## [Collected data]

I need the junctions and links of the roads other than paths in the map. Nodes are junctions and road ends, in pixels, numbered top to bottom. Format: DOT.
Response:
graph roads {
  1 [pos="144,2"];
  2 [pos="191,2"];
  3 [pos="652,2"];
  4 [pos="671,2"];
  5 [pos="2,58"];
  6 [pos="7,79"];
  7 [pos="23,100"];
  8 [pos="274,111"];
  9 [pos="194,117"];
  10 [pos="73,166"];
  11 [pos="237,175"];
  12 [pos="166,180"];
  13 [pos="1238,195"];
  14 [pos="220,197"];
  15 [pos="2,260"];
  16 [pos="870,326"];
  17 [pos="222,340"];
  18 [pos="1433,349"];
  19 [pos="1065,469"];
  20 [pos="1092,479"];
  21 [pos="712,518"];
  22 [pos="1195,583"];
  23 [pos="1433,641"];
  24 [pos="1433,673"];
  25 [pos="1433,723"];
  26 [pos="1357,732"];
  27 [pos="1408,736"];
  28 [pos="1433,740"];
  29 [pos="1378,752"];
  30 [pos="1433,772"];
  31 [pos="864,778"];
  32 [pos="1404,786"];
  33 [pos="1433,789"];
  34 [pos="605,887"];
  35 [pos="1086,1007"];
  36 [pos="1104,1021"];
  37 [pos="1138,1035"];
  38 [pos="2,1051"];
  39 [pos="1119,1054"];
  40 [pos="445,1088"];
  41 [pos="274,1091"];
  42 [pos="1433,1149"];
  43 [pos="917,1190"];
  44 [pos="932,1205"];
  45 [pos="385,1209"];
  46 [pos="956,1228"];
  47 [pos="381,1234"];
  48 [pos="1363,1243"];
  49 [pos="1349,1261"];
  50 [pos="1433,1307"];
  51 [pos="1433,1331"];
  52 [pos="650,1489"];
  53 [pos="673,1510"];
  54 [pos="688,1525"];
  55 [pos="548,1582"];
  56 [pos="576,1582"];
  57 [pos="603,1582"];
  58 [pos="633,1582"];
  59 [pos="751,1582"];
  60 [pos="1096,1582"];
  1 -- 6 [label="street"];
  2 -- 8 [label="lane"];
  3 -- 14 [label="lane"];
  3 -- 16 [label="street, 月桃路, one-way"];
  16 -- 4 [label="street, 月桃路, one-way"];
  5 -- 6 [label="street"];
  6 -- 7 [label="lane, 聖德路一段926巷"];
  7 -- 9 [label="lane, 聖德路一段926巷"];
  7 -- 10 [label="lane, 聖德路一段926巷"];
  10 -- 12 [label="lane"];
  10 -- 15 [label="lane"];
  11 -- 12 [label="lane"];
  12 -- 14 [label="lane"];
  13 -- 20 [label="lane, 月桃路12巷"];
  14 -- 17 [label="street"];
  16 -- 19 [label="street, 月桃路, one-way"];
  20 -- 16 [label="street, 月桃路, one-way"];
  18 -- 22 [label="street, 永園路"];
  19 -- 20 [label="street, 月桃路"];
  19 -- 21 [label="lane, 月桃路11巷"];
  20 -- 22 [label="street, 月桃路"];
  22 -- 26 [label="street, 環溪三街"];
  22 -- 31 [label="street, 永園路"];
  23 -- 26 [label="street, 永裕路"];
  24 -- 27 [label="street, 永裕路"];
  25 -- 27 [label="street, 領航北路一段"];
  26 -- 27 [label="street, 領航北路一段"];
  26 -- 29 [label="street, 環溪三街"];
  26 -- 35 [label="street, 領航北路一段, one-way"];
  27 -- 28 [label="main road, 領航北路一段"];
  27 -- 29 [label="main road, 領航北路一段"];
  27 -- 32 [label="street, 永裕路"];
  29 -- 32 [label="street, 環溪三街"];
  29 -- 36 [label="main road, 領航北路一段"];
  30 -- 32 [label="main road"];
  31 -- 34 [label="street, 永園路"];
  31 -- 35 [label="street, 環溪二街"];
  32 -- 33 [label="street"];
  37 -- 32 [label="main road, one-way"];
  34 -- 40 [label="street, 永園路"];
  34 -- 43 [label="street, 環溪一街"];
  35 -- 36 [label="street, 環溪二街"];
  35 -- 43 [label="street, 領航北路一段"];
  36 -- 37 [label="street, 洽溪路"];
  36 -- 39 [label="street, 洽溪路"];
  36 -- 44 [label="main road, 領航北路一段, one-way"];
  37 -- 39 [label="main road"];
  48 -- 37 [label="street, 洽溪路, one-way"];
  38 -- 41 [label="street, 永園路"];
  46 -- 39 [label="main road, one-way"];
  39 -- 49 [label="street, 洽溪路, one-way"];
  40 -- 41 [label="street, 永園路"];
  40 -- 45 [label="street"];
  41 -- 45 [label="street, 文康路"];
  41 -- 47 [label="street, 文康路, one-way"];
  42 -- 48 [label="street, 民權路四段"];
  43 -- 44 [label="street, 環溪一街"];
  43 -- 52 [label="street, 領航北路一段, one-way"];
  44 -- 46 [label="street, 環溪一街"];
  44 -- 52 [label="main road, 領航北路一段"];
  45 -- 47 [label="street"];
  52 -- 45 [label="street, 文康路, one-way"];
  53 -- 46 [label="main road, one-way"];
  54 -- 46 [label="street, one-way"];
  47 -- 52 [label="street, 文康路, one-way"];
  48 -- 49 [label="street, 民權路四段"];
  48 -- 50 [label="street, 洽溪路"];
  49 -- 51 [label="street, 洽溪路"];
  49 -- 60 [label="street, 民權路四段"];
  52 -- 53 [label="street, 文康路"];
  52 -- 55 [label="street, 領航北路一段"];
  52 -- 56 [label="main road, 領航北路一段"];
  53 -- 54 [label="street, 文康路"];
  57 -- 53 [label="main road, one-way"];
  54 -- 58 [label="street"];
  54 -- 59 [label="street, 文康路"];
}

## [BRIEF]
Could you write out all the records exactly, please?

## [ANSWER SECTION]
I need the junctions and links of the roads other than paths in the map. Nodes are junctions and road ends, in pixels, numbered top to bottom. Format: DOT.
Response:
graph roads {
  1 [pos="144,2"];
  2 [pos="191,2"];
  3 [pos="652,2"];
  4 [pos="671,2"];
  5 [pos="2,58"];
  6 [pos="7,79"];
  7 [pos="23,100"];
  8 [pos="274,111"];
  9 [pos="194,117"];
  10 [pos="73,166"];
  11 [pos="237,175"];
  12 [pos="166,180"];
  13 [pos="1238,195"];
  14 [pos="220,197"];
  15 [pos="2,260"];
  16 [pos="870,326"];
  17 [pos="222,340"];
  18 [pos="1433,349"];
  19 [pos="1065,469"];
  20 [pos="1092,479"];
  21 [pos="712,518"];
  22 [pos="1195,583"];
  23 [pos="1433,641"];
  24 [pos="1433,673"];
  25 [pos="1433,723"];
  26 [pos="1357,732"];
  27 [pos="1408,736"];
  28 [pos="1433,740"];
  29 [pos="1378,752"];
  30 [pos="1433,772"];
  31 [pos="864,778"];
  32 [pos="1404,786"];
  33 [pos="1433,789"];
  34 [pos="605,887"];
  35 [pos="1086,1007"];
  36 [pos="1104,1021"];
  37 [pos="1138,1035"];
  38 [pos="2,1051"];
  39 [pos="1119,1054"];
  40 [pos="445,1088"];
  41 [pos="274,1091"];
  42 [pos="1433,1149"];
  43 [pos="917,1190"];
  44 [pos="932,1205"];
  45 [pos="385,1209"];
  46 [pos="956,1228"];
  47 [pos="381,1234"];
  48 [pos="1363,1243"];
  49 [pos="1349,1261"];
  50 [pos="1433,1307"];
  51 [pos="1433,1331"];
  52 [pos="650,1489"];
  53 [pos="673,1510"];
  54 [pos="688,1525"];
  55 [pos="548,1582"];
  56 [pos="576,1582"];
  57 [pos="603,1582"];
  58 [pos="633,1582"];
  59 [pos="751,1582"];
  60 [pos="1096,1582"];
  1 -- 6 [label="street"];
  2 -- 8 [label="lane"];
  3 -- 14 [label="lane"];
  3 -- 16 [label="street, 月桃路, one-way"];
  16 -- 4 [label="street, 月桃路, one-way"];
  5 -- 6 [label="street"];
  6 -- 7 [label="lane, 聖德路一段926巷"];
  7 -- 9 [label="lane, 聖德路一段926巷"];
  7 -- 10 [label="lane, 聖德路一段926巷"];
  10 -- 12 [label="lane"];
  10 -- 15 [label="lane"];
  11 -- 12 [label="lane"];
  12 -- 14 [label="lane"];
  13 -- 20 [label="lane, 月桃路12巷"];
  14 -- 17 [label="street"];
  16 -- 19 [label="street, 月桃路, one-way"];
  20 -- 16 [label="street, 月桃路, one-way"];
  18 -- 22 [label="street, 永園路"];
  19 -- 20 [label="street, 月桃路"];
  19 -- 21 [label="lane, 月桃路11巷"];
  20 -- 22 [label="street, 月桃路"];
  22 -- 26 [label="street, 環溪三街"];
  22 -- 31 [label="street, 永園路"];
  23 -- 26 [label="street, 永裕路"];
  24 -- 27 [label="street, 永裕路"];
  25 -- 27 [label="street, 領航北路一段"];
  26 -- 27 [label="street, 領航北路一段"];
  26 -- 29 [label="street, 環溪三街"];
  26 -- 35 [label="street, 領航北路一段, one-way"];
  27 -- 28 [label="main road, 領航北路一段"];
  27 -- 29 [label="main road, 領航北路一段"];
  27 -- 32 [label="street, 永裕路"];
  29 -- 32 [label="street, 環溪三街"];
  29 -- 36 [label="main road, 領航北路一段"];
  30 -- 32 [label="main road"];
  31 -- 34 [label="street, 永園路"];
  31 -- 35 [label="street, 環溪二街"];
  32 -- 33 [label="street"];
  37 -- 32 [label="main road, one-way"];
  34 -- 40 [label="street, 永園路"];
  34 -- 43 [label="street, 環溪一街"];
  35 -- 36 [label="street, 環溪二街"];
  35 -- 43 [label="street, 領航北路一段"];
  36 -- 37 [label="street, 洽溪路"];
  36 -- 39 [label="street, 洽溪路"];
  36 -- 44 [label="main road, 領航北路一段, one-way"];
  37 -- 39 [label="main road"];
  48 -- 37 [label="street, 洽溪路, one-way"];
  38 -- 41 [label="street, 永園路"];
  46 -- 39 [label="main road, one-way"];
  39 -- 49 [label="street, 洽溪路, one-way"];
  40 -- 41 [label="street, 永園路"];
  40 -- 45 [label="street"];
  41 -- 45 [label="street, 文康路"];
  41 -- 47 [label="street, 文康路, one-way"];
  42 -- 48 [label="street, 民權路四段"];
  43 -- 44 [label="street, 環溪一街"];
  43 -- 52 [label="street, 領航北路一段, one-way"];
  44 -- 46 [label="street, 環溪一街"];
  44 -- 52 [label="main road, 領航北路一段"];
  45 -- 47 [label="street"];
  52 -- 45 [label="street, 文康路, one-way"];
  53 -- 46 [label="main road, one-way"];
  54 -- 46 [label="street, one-way"];
  47 -- 52 [label="street, 文康路, one-way"];
  48 -- 49 [label="street, 民權路四段"];
  48 -- 50 [label="street, 洽溪路"];
  49 -- 51 [label="street, 洽溪路"];
  49 -- 60 [label="street, 民權路四段"];
  52 -- 53 [label="street, 文康路"];
  52 -- 55 [label="street, 領航北路一段"];
  52 -- 56 [label="main road, 領航北路一段"];
  53 -- 54 [label="street, 文康路"];
  57 -- 53 [label="main road, one-way"];
  54 -- 58 [label="street"];
  54 -- 59 [label="street, 文康路"];
}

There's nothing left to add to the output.